As the weeks sped by into months and John continued to unfold to the tender questioning minds the hidden mysteries of the Bible, the adult class became interested; and it was not long until they decided that they needed him for their class more than the children did for theirs. While he was teaching the advanced Bible class, his own understanding of spiritual things was greatly broadened and strengthened, and he became one on whom the entire congregation could lean and in whom they could confide.
On one occasion when the lesson was in the epistle of James, John found by reading the fifth chapter of that book that Jesus is just as able and ready to heal those who are sick as He was to relieve sufferers in days gone by and that any who are afflicted may pray expecting to be healed. He quickly applied the Scripture to himself, and began to pray thus:
“Lord, thou seest how I am afflicted because of the sinful habits that I formed in my childhood. Thou hast now taken from me the desire for these things, but the suffering in my back and lungs is so intense. Lord Jesus, heal me! Make me well, and I will work for Thee all the days of my life!”
God answered that prayer and made him strong and well; then he could say with the Psalmist, “Bless the Lord, O my soul, and forget not all his benefits: who forgiveth all thine iniquities; who healeth all thy diseases.” Oh, the goodness of the Lord to John! He felt that he never could cease praising Him.

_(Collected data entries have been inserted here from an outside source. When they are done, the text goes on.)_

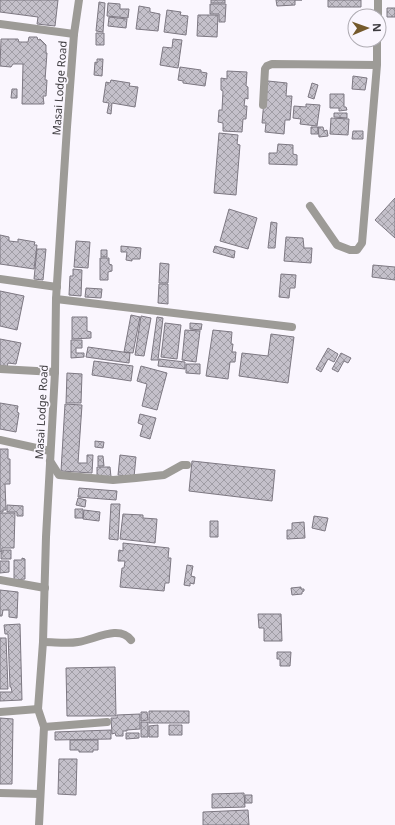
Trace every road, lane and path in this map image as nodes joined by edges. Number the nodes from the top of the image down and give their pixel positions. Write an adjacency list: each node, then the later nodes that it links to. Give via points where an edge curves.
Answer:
1 (79, 0): 3 (street, Masai Lodge Road)
2 (0, 24): 3 (street)
3 (74, 34): 9 (street, Masai Lodge Road)
4 (377, 48): 5 (street)
5 (377, 65): 6 (street, via 272,64 265,69); 7 (street, via 362,243 357,250 337,245)
6 (263, 105)
7 (310, 206)
8 (0, 279): 9 (street)
9 (57, 287): 10 (street, Masai Lodge Road)
10 (56, 299): 11 (street); 13 (street, Masai Lodge Road)
11 (292, 327)
12 (0, 369): 13 (street)
13 (54, 372): 15 (street, Masai Lodge Road)
14 (0, 440): 15 (street)
15 (50, 451): 16 (street, Masai Lodge Road)
16 (50, 461): 17 (street, via 59,475 113,480 164,475); 19 (street, Masai Lodge Road)
17 (187, 465)
18 (0, 580): 19 (street)
19 (45, 588): 21 (street, Masai Lodge Road)
20 (131, 640): 21 (street, via 127,635 120,633 102,635 81,642)
21 (44, 642): 22 (street, Masai Lodge Road)
22 (38, 709): 23 (street); 25 (street, Masai Lodge Road)
23 (0, 712)
24 (108, 722): 25 (street)
25 (44, 727): 27 (street, Masai Lodge Road)
26 (0, 793): 27 (street)
27 (40, 794): 28 (street, Masai Lodge Road)
28 (39, 825)

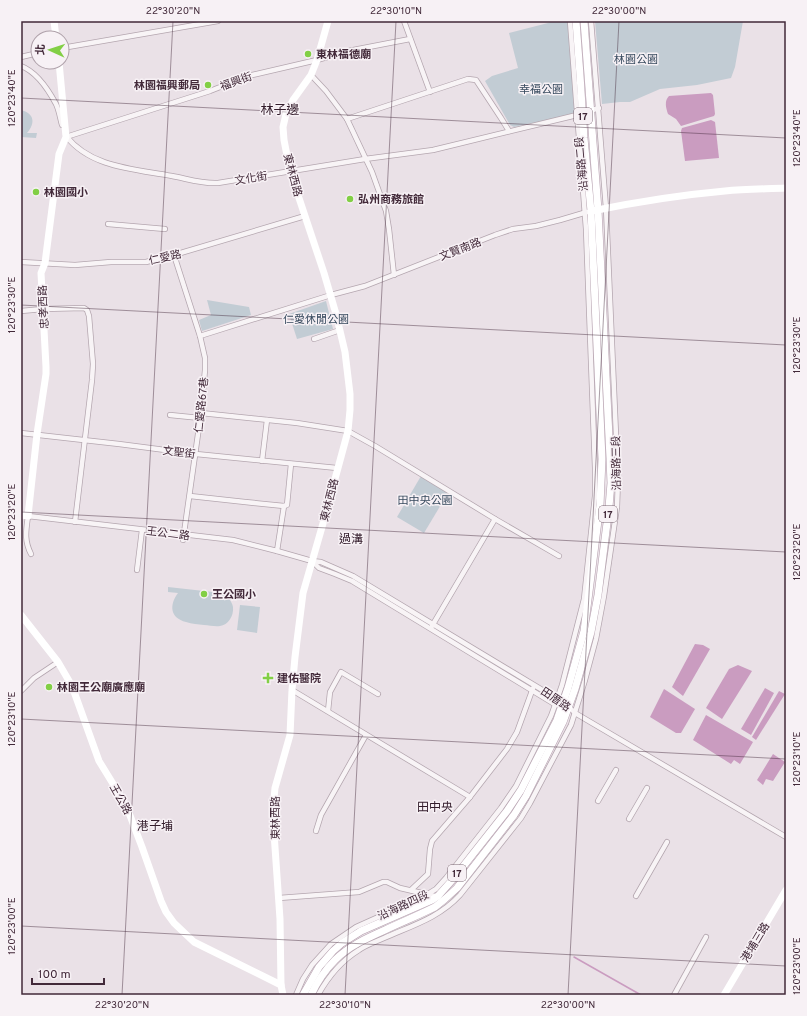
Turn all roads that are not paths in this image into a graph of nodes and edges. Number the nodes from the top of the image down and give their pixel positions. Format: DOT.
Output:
graph roads {
  1 [pos="218,21"];
  2 [pos="328,21"];
  3 [pos="404,21"];
  4 [pos="570,21"];
  5 [pos="576,21"];
  6 [pos="584,21"];
  7 [pos="591,21"];
  8 [pos="410,39"];
  9 [pos="70,47"];
  10 [pos="317,60"];
  11 [pos="21,66"];
  12 [pos="60,70"];
  13 [pos="311,75"];
  14 [pos="430,92"];
  15 [pos="599,108"];
  16 [pos="583,113"];
  17 [pos="347,119"];
  18 [pos="509,131"];
  19 [pos="66,137"];
  20 [pos="365,159"];
  21 [pos="290,171"];
  22 [pos="786,188"];
  23 [pos="606,208"];
  24 [pos="591,211"];
  25 [pos="305,216"];
  26 [pos="108,224"];
  27 [pos="166,229"];
  28 [pos="174,255"];
  29 [pos="21,262"];
  30 [pos="45,263"];
  31 [pos="394,275"];
  32 [pos="331,295"];
  33 [pos="43,309"];
  34 [pos="21,311"];
  35 [pos="593,318"];
  36 [pos="603,318"];
  37 [pos="611,318"];
  38 [pos="340,330"];
  39 [pos="200,336"];
  40 [pos="314,339"];
  41 [pos="170,415"];
  42 [pos="201,416"];
  43 [pos="267,420"];
  44 [pos="348,431"];
  45 [pos="21,433"];
  46 [pos="37,434"];
  47 [pos="85,440"];
  48 [pos="196,454"];
  49 [pos="614,458"];
  50 [pos="262,461"];
  51 [pos="291,464"];
  52 [pos="337,468"];
  53 [pos="190,496"];
  54 [pos="598,498"];
  55 [pos="613,499"];
  56 [pos="284,506"];
  57 [pos="25,515"];
  58 [pos="495,520"];
  59 [pos="75,522"];
  60 [pos="142,530"];
  61 [pos="184,537"];
  62 [pos="277,551"];
  63 [pos="31,554"];
  64 [pos="559,556"];
  65 [pos="312,561"];
  66 [pos="137,570"];
  67 [pos="601,595"];
  68 [pos="21,615"];
  69 [pos="433,624"];
  70 [pos="430,629"];
  71 [pos="58,662"];
  72 [pos="534,685"];
  73 [pos="292,690"];
  74 [pos="21,691"];
  75 [pos="532,691"];
  76 [pos="378,694"];
  77 [pos="562,705"];
  78 [pos="328,712"];
  79 [pos="575,713"];
  80 [pos="366,735"];
  81 [pos="616,770"];
  82 [pos="647,788"];
  83 [pos="470,797"];
  84 [pos="598,802"];
  85 [pos="629,819"];
  86 [pos="316,831"];
  87 [pos="786,837"];
  88 [pos="667,842"];
  89 [pos="411,890"];
  90 [pos="786,890"];
  91 [pos="428,894"];
  92 [pos="438,896"];
  93 [pos="636,896"];
  94 [pos="279,898"];
  95 [pos="445,899"];
  96 [pos="454,901"];
  97 [pos="392,931"];
  98 [pos="706,937"];
  99 [pos="281,985"];
  100 [pos="283,995"];
  101 [pos="296,995"];
  102 [pos="303,995"];
  103 [pos="311,995"];
  104 [pos="318,995"];
  105 [pos="674,995"];
  106 [pos="724,995"];
  1 -- 9 [label="street"];
  2 -- 10 [label="street, 東林西路"];
  3 -- 8 [label="street"];
  4 -- 16 [label="street, 沿海路二段"];
  5 -- 16 [label="street, 沿海路二段 / 17"];
  6 -- 16 [label="street, 沿海路二段 / 17"];
  7 -- 15 [label="street, 沿海路二段"];
  8 -- 10 [label="street, 福興街"];
  8 -- 14 [label="street"];
  10 -- 13 [label="street, 東林西路"];
  10 -- 19 [label="street, 福興街"];
  11 -- 19 [label="street, 文化街"];
  12 -- 19 [label="street, 忠孝西路"];
  13 -- 17 [label="street"];
  13 -- 21 [label="street, 東林西路"];
  14 -- 17 [label="street"];
  14 -- 18 [label="street"];
  15 -- 16 [label="street, 文化街"];
  15 -- 23 [label="street, 沿海路二段"];
  16 -- 18 [label="street, 文化街"];
  16 -- 24 [label="street, 沿海路二段 / 17"];
  16 -- 24 [label="street, 沿海路二段"];
  17 -- 20 [label="street"];
  18 -- 20 [label="street, 文化街"];
  19 -- 21 [label="street, 文化街"];
  19 -- 30 [label="street, 忠孝西路"];
  20 -- 21 [label="street, 文化街"];
  20 -- 31 [label="street"];
  21 -- 25 [label="street, 東林西路"];
  22 -- 23 [label="street"];
  23 -- 24 [label="street"];
  23 -- 37 [label="street, 沿海路三段"];
  24 -- 31 [label="street, 文賢南路"];
  24 -- 35 [label="street, 沿海路三段 / 17"];
  24 -- 36 [label="street, 沿海路三段 / 17"];
  25 -- 28 [label="street, 仁愛路"];
  25 -- 32 [label="street, 東林西路"];
  26 -- 27 [label="street"];
  28 -- 30 [label="street, 仁愛路"];
  28 -- 39 [label="street, 仁愛路67巷"];
  29 -- 30 [label="street, 仁愛路"];
  30 -- 33 [label="street, 忠孝西路"];
  31 -- 32 [label="street, 文賢南路"];
  32 -- 38 [label="street, 東林西路"];
  32 -- 39 [label="street, 文賢南路"];
  33 -- 34 [label="street"];
  33 -- 46 [label="street, 忠孝西路"];
  33 -- 47 [label="street"];
  35 -- 36 [label="street"];
  35 -- 54 [label="street, 沿海路三段 / 17"];
  36 -- 37 [label="street"];
  36 -- 49 [label="street, 沿海路三段 / 17"];
  37 -- 49 [label="street, 沿海路三段"];
  38 -- 40 [label="street"];
  38 -- 44 [label="street, 東林西路"];
  39 -- 42 [label="street, 仁愛路67巷"];
  41 -- 42 [label="street"];
  42 -- 43 [label="street"];
  42 -- 48 [label="street, 仁愛路67巷"];
  43 -- 44 [label="street"];
  43 -- 50 [label="street"];
  44 -- 52 [label="street, 東林西路"];
  44 -- 58 [label="street"];
  45 -- 46 [label="street, 文聖街"];
  46 -- 47 [label="street, 文聖街"];
  46 -- 57 [label="street, 忠孝西路"];
  47 -- 48 [label="street, 文聖街"];
  47 -- 59 [label="street"];
  48 -- 50 [label="street, 文聖街"];
  48 -- 53 [label="street, 仁愛路67巷"];
  49 -- 55 [label="street, 沿海路三段 / 17"];
  50 -- 51 [label="street, 文聖街"];
  51 -- 52 [label="street, 文聖街"];
  51 -- 56 [label="street"];
  52 -- 65 [label="street, 東林西路"];
  53 -- 56 [label="street"];
  53 -- 61 [label="street, 仁愛路67巷"];
  54 -- 55 [label="street"];
  54 -- 77 [label="street, 沿海路三段 / 17"];
  55 -- 67 [label="street, 沿海路三段 / 17"];
  56 -- 62 [label="street"];
  57 -- 59 [label="street, 王公二路"];
  57 -- 63 [label="street, 忠孝西路"];
  58 -- 64 [label="street"];
  58 -- 69 [label="street"];
  59 -- 60 [label="street, 王公二路"];
  60 -- 61 [label="street, 王公二路"];
  60 -- 66 [label="street"];
  61 -- 62 [label="street, 王公二路"];
  62 -- 65 [label="street, 王公二路"];
  65 -- 69 [label="street, 田厝路"];
  65 -- 70 [label="street, 田厝路"];
  65 -- 73 [label="street, 東林西路"];
  67 -- 77 [label="street, 沿海路三段 / 17"];
  67 -- 79 [label="street, 沿海路三段"];
  68 -- 71 [label="street, 王公路"];
  69 -- 70 [label="street"];
  69 -- 72 [label="street, 田厝路"];
  70 -- 75 [label="street, 田厝路"];
  71 -- 74 [label="street"];
  71 -- 99 [label="street, 王公路"];
  72 -- 75 [label="street"];
  72 -- 77 [label="street, 田厝路"];
  73 -- 78 [label="street"];
  73 -- 94 [label="street, 東林西路"];
  75 -- 77 [label="street, 田厝路"];
  75 -- 83 [label="street"];
  76 -- 78 [label="street"];
  77 -- 79 [label="street, 田厝路"];
  77 -- 91 [label="street, 沿海路四段"];
  77 -- 92 [label="street, 沿海路四段 / 17"];
  77 -- 95 [label="street, 沿海路四段 / 17"];
  78 -- 80 [label="street"];
  79 -- 87 [label="street, 田厝路"];
  79 -- 96 [label="street, 沿海路四段"];
  80 -- 83 [label="street"];
  80 -- 86 [label="street"];
  81 -- 84 [label="street"];
  82 -- 85 [label="street"];
  83 -- 89 [label="street"];
  88 -- 93 [label="street"];
  89 -- 91 [label="street"];
  89 -- 94 [label="street"];
  90 -- 106 [label="street, 港埔三路"];
  91 -- 92 [label="street"];
  91 -- 101 [label="street, 沿海路四段"];
  92 -- 95 [label="street"];
  92 -- 102 [label="street, 沿海路四段 / 17"];
  94 -- 99 [label="street, 東林西路"];
  95 -- 96 [label="street"];
  95 -- 97 [label="street, 沿海路四段 / 17"];
  96 -- 97 [label="street, 沿海路四段"];
  97 -- 103 [label="street, 沿海路四段 / 17"];
  97 -- 104 [label="street, 沿海路四段"];
  98 -- 105 [label="street"];
  99 -- 100 [label="street, 東林西路"];
}
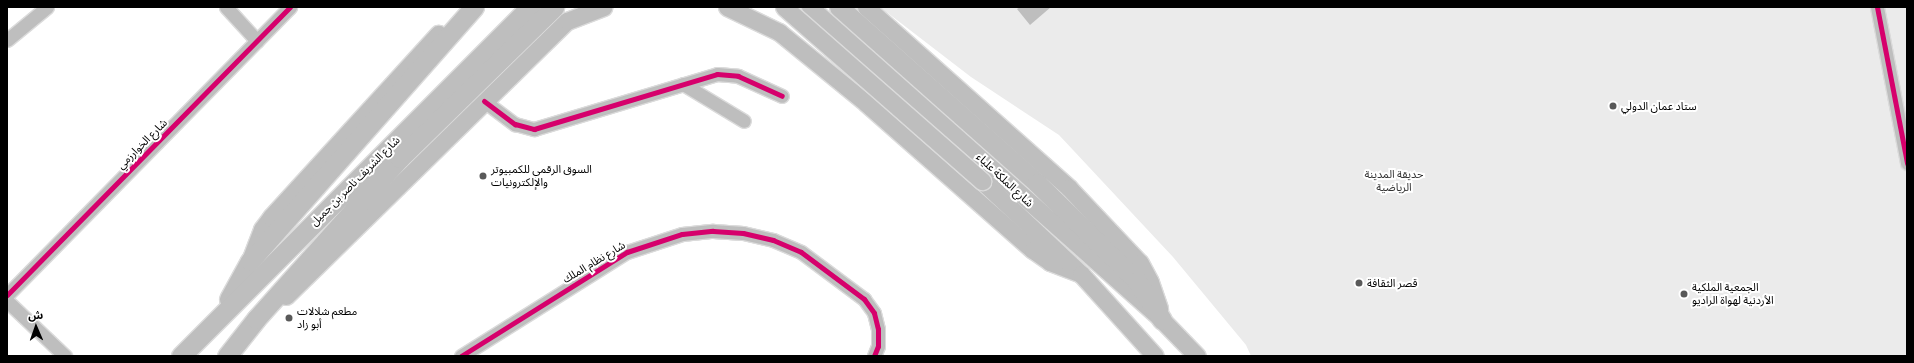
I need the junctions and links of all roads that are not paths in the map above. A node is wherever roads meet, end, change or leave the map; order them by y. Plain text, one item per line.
1 (47, 7) edge
2 (226, 7) edge
3 (290, 7) edge
4 (462, 7) edge
5 (474, 7) edge
6 (530, 7) edge
7 (554, 7) edge
8 (603, 7) edge
9 (727, 7) edge
10 (784, 7) edge
11 (810, 7) edge
12 (839, 7) edge
13 (866, 7) edge
14 (1877, 7) edge
15 (569, 14) edge
16 (779, 32) junction
17 (7, 40) edge
18 (257, 41) junction
19 (683, 84) junction
20 (782, 96) dead end
21 (484, 101) junction
22 (744, 120) dead end
23 (1907, 163) edge
24 (250, 261) junction
25 (1081, 274) junction
26 (7, 295) edge
27 (7, 301) edge
28 (226, 308) junction
29 (256, 319) junction
30 (1162, 320) junction
31 (65, 356) edge
32 (181, 356) edge
33 (227, 356) edge
34 (461, 356) edge
35 (874, 356) edge
36 (1155, 356) edge
37 (1197, 356) edge

1 - 17 street
2 - 18 street
3 - 18 street, شارع الخوارزمي
4 - 24 main road
5 - 24 highway
6 - 28 highway, شارع الشريف ناصر بن جميل
7 - 29 highway, شارع الشريف ناصر بن جميل
8 - 15 main road
9 - 16 main road
10 - 16 main road
10 - 25 main road, شارع الملكة علياء, bridge
11 - 30 main road, شارع الملكة علياء
12 - 30 highway
13 - 30 main road
14 - 23 street
15 - 21 main road
16 - 25 main road
18 - 26 street, شارع الخوارزمي
19 - 20 street
19 - 21 street
19 - 22 street
21 - 29 main road
24 - 28 highway
25 - 36 main road, شارع الملكة علياء
27 - 31 street
28 - 32 highway, شارع الشريف ناصر بن جميل
29 - 33 highway, شارع الشريف ناصر بن جميل
30 - 37 main road, شارع الملكة علياء
34 - 35 street, شارع نظام الملك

The sad and lonely past, the days of his vain struggles to become the man that his earthly father had desired him to be, could never be compared to these days of happiness, the days when his desires to attain to true manhood were being realized. His heart was lonely no longer. He had a Friend who was dearer than a mother could have been. And he felt that it is a wonderful privilege to be a member in Christ’s body, the church.